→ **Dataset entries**
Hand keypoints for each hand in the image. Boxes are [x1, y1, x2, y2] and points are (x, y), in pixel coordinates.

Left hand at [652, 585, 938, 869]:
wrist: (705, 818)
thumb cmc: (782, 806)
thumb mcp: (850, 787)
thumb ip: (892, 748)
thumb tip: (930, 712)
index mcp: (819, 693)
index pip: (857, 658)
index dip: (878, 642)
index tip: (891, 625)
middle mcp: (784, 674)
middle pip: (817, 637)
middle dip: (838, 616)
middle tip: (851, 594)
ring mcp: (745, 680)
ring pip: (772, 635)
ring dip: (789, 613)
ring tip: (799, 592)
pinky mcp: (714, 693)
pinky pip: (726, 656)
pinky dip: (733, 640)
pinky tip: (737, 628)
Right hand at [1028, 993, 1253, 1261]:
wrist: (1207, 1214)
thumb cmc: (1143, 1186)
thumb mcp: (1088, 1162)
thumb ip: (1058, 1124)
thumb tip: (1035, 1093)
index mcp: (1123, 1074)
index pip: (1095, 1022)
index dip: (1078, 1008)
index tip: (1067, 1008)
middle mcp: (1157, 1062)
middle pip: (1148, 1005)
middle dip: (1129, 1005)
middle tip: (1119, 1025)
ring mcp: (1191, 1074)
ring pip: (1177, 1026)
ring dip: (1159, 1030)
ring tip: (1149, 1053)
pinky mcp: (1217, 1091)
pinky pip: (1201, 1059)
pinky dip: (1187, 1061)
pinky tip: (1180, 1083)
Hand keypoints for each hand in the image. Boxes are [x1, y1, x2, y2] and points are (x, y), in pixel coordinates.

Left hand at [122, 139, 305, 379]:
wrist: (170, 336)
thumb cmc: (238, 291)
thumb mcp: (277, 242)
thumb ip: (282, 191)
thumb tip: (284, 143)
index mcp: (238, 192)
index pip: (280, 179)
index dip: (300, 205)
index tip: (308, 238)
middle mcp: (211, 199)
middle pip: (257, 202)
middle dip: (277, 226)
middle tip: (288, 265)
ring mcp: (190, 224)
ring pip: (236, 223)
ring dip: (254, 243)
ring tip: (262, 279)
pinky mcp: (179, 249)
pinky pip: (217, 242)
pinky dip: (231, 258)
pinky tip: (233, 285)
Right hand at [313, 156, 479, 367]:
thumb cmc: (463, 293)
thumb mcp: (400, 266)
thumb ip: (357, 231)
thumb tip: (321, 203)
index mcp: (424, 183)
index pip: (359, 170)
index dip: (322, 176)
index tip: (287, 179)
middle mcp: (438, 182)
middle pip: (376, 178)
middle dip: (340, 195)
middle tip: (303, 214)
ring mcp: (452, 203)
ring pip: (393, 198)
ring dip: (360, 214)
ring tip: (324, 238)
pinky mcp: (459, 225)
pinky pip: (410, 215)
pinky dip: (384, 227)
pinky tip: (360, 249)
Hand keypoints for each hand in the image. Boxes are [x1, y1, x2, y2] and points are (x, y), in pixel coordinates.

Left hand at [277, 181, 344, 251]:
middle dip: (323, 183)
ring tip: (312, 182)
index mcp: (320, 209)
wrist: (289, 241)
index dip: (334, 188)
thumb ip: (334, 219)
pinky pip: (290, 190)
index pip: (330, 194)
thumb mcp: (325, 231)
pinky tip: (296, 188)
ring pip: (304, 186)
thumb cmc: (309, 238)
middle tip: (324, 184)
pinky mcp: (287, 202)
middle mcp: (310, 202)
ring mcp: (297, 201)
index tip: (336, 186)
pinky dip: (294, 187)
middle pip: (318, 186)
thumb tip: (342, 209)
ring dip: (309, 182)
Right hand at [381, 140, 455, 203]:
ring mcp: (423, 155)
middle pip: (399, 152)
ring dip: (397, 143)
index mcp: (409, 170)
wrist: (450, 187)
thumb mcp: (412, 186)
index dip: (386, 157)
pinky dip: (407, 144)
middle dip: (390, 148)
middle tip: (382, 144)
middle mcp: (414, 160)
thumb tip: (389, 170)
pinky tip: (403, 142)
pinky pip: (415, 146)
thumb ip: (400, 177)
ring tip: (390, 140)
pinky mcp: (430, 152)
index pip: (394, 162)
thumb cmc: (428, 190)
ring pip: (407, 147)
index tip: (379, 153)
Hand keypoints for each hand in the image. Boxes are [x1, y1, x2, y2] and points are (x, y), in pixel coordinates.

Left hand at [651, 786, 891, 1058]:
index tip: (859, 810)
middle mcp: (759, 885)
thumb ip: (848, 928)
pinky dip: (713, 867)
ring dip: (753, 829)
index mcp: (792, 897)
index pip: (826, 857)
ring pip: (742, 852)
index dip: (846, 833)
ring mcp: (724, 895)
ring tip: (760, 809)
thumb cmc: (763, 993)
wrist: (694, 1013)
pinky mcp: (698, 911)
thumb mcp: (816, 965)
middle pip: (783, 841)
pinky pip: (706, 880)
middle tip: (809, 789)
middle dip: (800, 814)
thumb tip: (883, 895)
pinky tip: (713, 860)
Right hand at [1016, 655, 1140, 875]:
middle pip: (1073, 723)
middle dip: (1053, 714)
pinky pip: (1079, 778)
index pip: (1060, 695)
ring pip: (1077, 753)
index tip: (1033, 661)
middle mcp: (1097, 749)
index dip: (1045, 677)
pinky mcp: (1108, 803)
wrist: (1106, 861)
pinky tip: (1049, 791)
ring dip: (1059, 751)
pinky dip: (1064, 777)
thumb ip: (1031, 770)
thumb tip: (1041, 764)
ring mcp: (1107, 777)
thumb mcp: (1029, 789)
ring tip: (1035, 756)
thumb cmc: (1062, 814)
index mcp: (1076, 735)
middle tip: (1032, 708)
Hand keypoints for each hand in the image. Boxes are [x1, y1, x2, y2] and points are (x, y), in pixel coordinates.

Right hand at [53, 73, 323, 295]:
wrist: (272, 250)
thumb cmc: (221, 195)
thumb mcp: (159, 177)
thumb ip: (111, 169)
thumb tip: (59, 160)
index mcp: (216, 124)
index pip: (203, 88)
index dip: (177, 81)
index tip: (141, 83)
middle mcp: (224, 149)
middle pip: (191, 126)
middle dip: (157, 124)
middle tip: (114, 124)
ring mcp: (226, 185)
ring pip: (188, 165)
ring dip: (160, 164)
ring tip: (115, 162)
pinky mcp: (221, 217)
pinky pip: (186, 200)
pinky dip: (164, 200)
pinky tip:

→ **Exercise description**
Reproduce the data exactly, character for character.

→ **Problem solution**
Hand keypoints for each hand in the image. Boxes are [x1, y1, x2, y2] and points are (x, y), in pixel coordinates.

Left hand at [652, 585, 938, 869]:
wrist: (705, 818)
thumb cmc: (782, 806)
thumb mcp: (850, 787)
thumb ip: (892, 748)
thumb tip: (930, 712)
index mcp: (819, 693)
index pip: (857, 658)
index dip: (878, 642)
index tip: (891, 625)
middle mcp: (784, 674)
middle pip: (817, 637)
middle dip: (838, 616)
middle tip: (851, 594)
ring mcp: (745, 680)
ring pip: (772, 635)
ring dip: (789, 613)
ring tip: (799, 592)
pinky mcp: (714, 693)
pinky pip: (726, 656)
pinky dip: (733, 640)
pinky tip: (737, 628)
Right hand at [1028, 993, 1253, 1261]:
wrist: (1207, 1214)
thumb cmc: (1143, 1186)
thumb mcp: (1088, 1162)
thumb ip: (1058, 1124)
thumb tip: (1035, 1093)
index mcp: (1123, 1074)
index pip: (1095, 1022)
index dip: (1078, 1008)
index tip: (1067, 1008)
middle mcp: (1157, 1062)
middle pip: (1148, 1005)
middle dip: (1129, 1005)
middle tip: (1119, 1025)
ring mcp: (1191, 1074)
ring pip: (1177, 1026)
ring dip: (1159, 1030)
ring tip: (1149, 1053)
pinky mcp: (1217, 1091)
pinky pip: (1201, 1059)
pinky dip: (1187, 1061)
pinky tip: (1180, 1083)
Hand keypoints for each hand in the image. Boxes are [x1, y1, x2, y2] and points are (x, y), in pixel coordinates.

Left hand at [122, 139, 305, 379]:
wrist: (170, 336)
thumb cmc: (238, 291)
thumb mcp: (277, 242)
thumb ip: (282, 191)
thumb tip: (284, 143)
index mcp: (238, 192)
index pip: (280, 179)
index dip: (300, 205)
index tip: (308, 238)
middle mcp: (211, 199)
middle pip: (257, 202)
middle dip: (277, 226)
middle tip: (288, 265)
ring mcp: (190, 224)
ring pip: (236, 223)
ring dip: (254, 243)
ring tip: (262, 279)
pinky mcp: (179, 249)
pinky pip: (217, 242)
pinky dip: (231, 258)
pinky tip: (233, 285)
Right hand at [313, 156, 479, 367]:
thumb cmc: (463, 293)
thumb mcp: (400, 266)
thumb ip: (357, 231)
thumb tip: (321, 203)
index mcp: (424, 183)
index pip: (359, 170)
index dip: (322, 176)
index tip: (287, 179)
middle mcp: (438, 182)
middle pip: (376, 178)
middle dip: (340, 195)
middle tip: (303, 214)
ring mcp: (452, 203)
ring pip: (393, 198)
ring dip: (360, 214)
ring tip: (324, 238)
pinky mcp: (459, 225)
pinky pip: (410, 215)
pinky dip: (384, 227)
pinky tip: (360, 249)
Hand keypoints for each hand in the image. Boxes are [x1, y1, x2, y2] and points are (x, y), in pixel coordinates.

Left hand at [277, 181, 344, 251]:
middle dip: (323, 183)
ring tip: (312, 182)
index mcp: (320, 209)
wrist: (289, 241)
index dip: (334, 188)
thumb ip: (334, 219)
pinky pip: (290, 190)
index pip: (330, 194)
thumb mcp: (325, 231)
pinky tip: (296, 188)
ring pip: (304, 186)
thumb cmc: (309, 238)
middle tip: (324, 184)
pinky mcp: (287, 202)
middle mcp: (310, 202)
ring mcp: (297, 201)
index tip: (336, 186)
pinky dip: (294, 187)
middle pip: (318, 186)
thumb tip: (342, 209)
ring dip: (309, 182)
Right hand at [381, 140, 455, 203]:
ring mcp: (423, 155)
middle pip: (399, 152)
ring dip: (397, 143)
index mcp: (409, 170)
wrist: (450, 187)
thumb mcp: (412, 186)
index dip: (386, 157)
pinky dip: (407, 144)
middle dip: (390, 148)
middle tip: (382, 144)
middle mcp: (414, 160)
thumb tip: (389, 170)
pinky tip: (403, 142)
pinky pip: (415, 146)
thumb ip: (400, 177)
ring tip: (390, 140)
pinky mcp: (430, 152)
index pip: (394, 162)
thumb cmc: (428, 190)
ring pip: (407, 147)
index tip: (379, 153)
Hand keypoints for each hand in the image. Boxes are [x1, y1, x2, y2] and points are (x, y), in pixel coordinates.

Left hand at [651, 786, 891, 1058]:
index tip: (859, 810)
middle mcp: (759, 885)
thumb ip: (848, 928)
pinky dip: (713, 867)
ring dip: (753, 829)
index mcp: (792, 897)
index pip: (826, 857)
ring pip: (742, 852)
index dip: (846, 833)
ring mcp: (724, 895)
ring tip: (760, 809)
thumb cmc: (763, 993)
wrist: (694, 1013)
pinky mcp: (698, 911)
thumb mcp: (816, 965)
middle pip: (783, 841)
pinky pip: (706, 880)
middle tip: (809, 789)
middle dip: (800, 814)
thumb tip: (883, 895)
pinky tip: (713, 860)
Right hand at [1016, 655, 1140, 875]:
middle pip: (1073, 723)
middle dip: (1053, 714)
pinky pip: (1079, 778)
index pip: (1060, 695)
ring pip: (1077, 753)
index tip: (1033, 661)
middle mcp: (1097, 749)
index dip: (1045, 677)
pinky mcp: (1108, 803)
wrist: (1106, 861)
pinky tip: (1049, 791)
ring dip: (1059, 751)
pinky dip: (1064, 777)
thumb ip: (1031, 770)
thumb tip: (1041, 764)
ring mcp: (1107, 777)
thumb mcp: (1029, 789)
ring tip: (1035, 756)
thumb cmc: (1062, 814)
index mcp: (1076, 735)
middle tip: (1032, 708)
Hand keypoints for each hand in the image. Boxes are [x1, y1, x2, y2] and points are (x, y), in pixel coordinates.

Right hand at [53, 73, 323, 295]:
wrist: (272, 250)
thumb cmc: (221, 195)
thumb mcp: (159, 177)
thumb ip: (111, 169)
thumb tip: (59, 160)
index mcp: (216, 124)
index pip: (203, 88)
index dip: (177, 81)
index tip: (141, 83)
middle mcp: (224, 149)
middle pip: (191, 126)
middle dip: (157, 124)
middle tip: (114, 124)
ring mcp: (226, 185)
ring pip: (188, 165)
ring dip: (160, 164)
ring tip: (115, 162)
pinky mcp: (221, 217)
pinky pip: (186, 200)
pinky dip: (164, 200)
pinky tip:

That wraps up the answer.